--- Recorded information Enclosed Below ---

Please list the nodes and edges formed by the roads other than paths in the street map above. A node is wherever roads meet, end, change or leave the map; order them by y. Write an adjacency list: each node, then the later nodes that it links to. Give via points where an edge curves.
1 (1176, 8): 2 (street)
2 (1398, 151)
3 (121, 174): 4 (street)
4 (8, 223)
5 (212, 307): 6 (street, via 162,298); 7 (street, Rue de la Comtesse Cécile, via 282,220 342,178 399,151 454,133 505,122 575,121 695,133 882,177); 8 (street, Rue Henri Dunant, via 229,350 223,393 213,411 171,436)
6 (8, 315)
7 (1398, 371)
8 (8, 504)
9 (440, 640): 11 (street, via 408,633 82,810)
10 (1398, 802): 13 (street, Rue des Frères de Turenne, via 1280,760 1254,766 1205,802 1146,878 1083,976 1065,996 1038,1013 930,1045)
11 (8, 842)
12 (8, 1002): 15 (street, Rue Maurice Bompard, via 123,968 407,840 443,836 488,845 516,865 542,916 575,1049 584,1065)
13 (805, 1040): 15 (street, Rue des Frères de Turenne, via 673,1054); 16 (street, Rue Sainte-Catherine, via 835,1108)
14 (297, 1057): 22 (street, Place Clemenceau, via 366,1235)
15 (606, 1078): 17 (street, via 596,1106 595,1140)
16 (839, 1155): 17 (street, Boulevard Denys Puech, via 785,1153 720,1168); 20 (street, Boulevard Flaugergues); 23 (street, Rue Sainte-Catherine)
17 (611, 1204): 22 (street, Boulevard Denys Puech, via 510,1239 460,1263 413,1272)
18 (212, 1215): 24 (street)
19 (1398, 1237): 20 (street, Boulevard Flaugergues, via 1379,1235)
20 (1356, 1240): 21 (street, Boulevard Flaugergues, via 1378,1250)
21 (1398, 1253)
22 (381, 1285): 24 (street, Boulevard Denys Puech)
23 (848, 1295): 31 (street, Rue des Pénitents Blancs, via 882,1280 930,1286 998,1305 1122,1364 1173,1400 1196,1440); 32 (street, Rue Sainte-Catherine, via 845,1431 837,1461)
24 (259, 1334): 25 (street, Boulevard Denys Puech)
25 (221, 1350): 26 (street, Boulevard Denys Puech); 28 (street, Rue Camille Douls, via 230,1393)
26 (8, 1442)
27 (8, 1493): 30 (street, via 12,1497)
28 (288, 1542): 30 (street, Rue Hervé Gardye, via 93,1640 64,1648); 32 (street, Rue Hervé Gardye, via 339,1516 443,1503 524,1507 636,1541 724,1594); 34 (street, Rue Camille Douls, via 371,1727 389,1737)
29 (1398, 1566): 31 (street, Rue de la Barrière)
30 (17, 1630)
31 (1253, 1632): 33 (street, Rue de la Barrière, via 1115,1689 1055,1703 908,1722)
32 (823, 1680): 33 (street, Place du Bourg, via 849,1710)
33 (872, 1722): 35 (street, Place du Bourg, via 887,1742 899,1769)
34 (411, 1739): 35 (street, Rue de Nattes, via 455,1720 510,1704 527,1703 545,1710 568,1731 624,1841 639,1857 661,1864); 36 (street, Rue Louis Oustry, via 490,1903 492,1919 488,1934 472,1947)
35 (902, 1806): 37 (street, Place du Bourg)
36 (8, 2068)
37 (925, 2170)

--- End of Enclosed Recorded information ---

The answer must be an exact reproduction of all the records.

◆ Answer to this exercise
Please list the nodes and edges formed by the roads other than paths in the street map above. A node is wherever roads meet, end, change or leave the map; order them by y. Write an adjacency list: each node, then the later nodes that it links to. Give via points where an edge curves.
1 (1176, 8): 2 (street)
2 (1398, 151)
3 (121, 174): 4 (street)
4 (8, 223)
5 (212, 307): 6 (street, via 162,298); 7 (street, Rue de la Comtesse Cécile, via 282,220 342,178 399,151 454,133 505,122 575,121 695,133 882,177); 8 (street, Rue Henri Dunant, via 229,350 223,393 213,411 171,436)
6 (8, 315)
7 (1398, 371)
8 (8, 504)
9 (440, 640): 11 (street, via 408,633 82,810)
10 (1398, 802): 13 (street, Rue des Frères de Turenne, via 1280,760 1254,766 1205,802 1146,878 1083,976 1065,996 1038,1013 930,1045)
11 (8, 842)
12 (8, 1002): 15 (street, Rue Maurice Bompard, via 123,968 407,840 443,836 488,845 516,865 542,916 575,1049 584,1065)
13 (805, 1040): 15 (street, Rue des Frères de Turenne, via 673,1054); 16 (street, Rue Sainte-Catherine, via 835,1108)
14 (297, 1057): 22 (street, Place Clemenceau, via 366,1235)
15 (606, 1078): 17 (street, via 596,1106 595,1140)
16 (839, 1155): 17 (street, Boulevard Denys Puech, via 785,1153 720,1168); 20 (street, Boulevard Flaugergues); 23 (street, Rue Sainte-Catherine)
17 (611, 1204): 22 (street, Boulevard Denys Puech, via 510,1239 460,1263 413,1272)
18 (212, 1215): 24 (street)
19 (1398, 1237): 20 (street, Boulevard Flaugergues, via 1379,1235)
20 (1356, 1240): 21 (street, Boulevard Flaugergues, via 1378,1250)
21 (1398, 1253)
22 (381, 1285): 24 (street, Boulevard Denys Puech)
23 (848, 1295): 31 (street, Rue des Pénitents Blancs, via 882,1280 930,1286 998,1305 1122,1364 1173,1400 1196,1440); 32 (street, Rue Sainte-Catherine, via 845,1431 837,1461)
24 (259, 1334): 25 (street, Boulevard Denys Puech)
25 (221, 1350): 26 (street, Boulevard Denys Puech); 28 (street, Rue Camille Douls, via 230,1393)
26 (8, 1442)
27 (8, 1493): 30 (street, via 12,1497)
28 (288, 1542): 30 (street, Rue Hervé Gardye, via 93,1640 64,1648); 32 (street, Rue Hervé Gardye, via 339,1516 443,1503 524,1507 636,1541 724,1594); 34 (street, Rue Camille Douls, via 371,1727 389,1737)
29 (1398, 1566): 31 (street, Rue de la Barrière)
30 (17, 1630)
31 (1253, 1632): 33 (street, Rue de la Barrière, via 1115,1689 1055,1703 908,1722)
32 (823, 1680): 33 (street, Place du Bourg, via 849,1710)
33 (872, 1722): 35 (street, Place du Bourg, via 887,1742 899,1769)
34 (411, 1739): 35 (street, Rue de Nattes, via 455,1720 510,1704 527,1703 545,1710 568,1731 624,1841 639,1857 661,1864); 36 (street, Rue Louis Oustry, via 490,1903 492,1919 488,1934 472,1947)
35 (902, 1806): 37 (street, Place du Bourg)
36 (8, 2068)
37 (925, 2170)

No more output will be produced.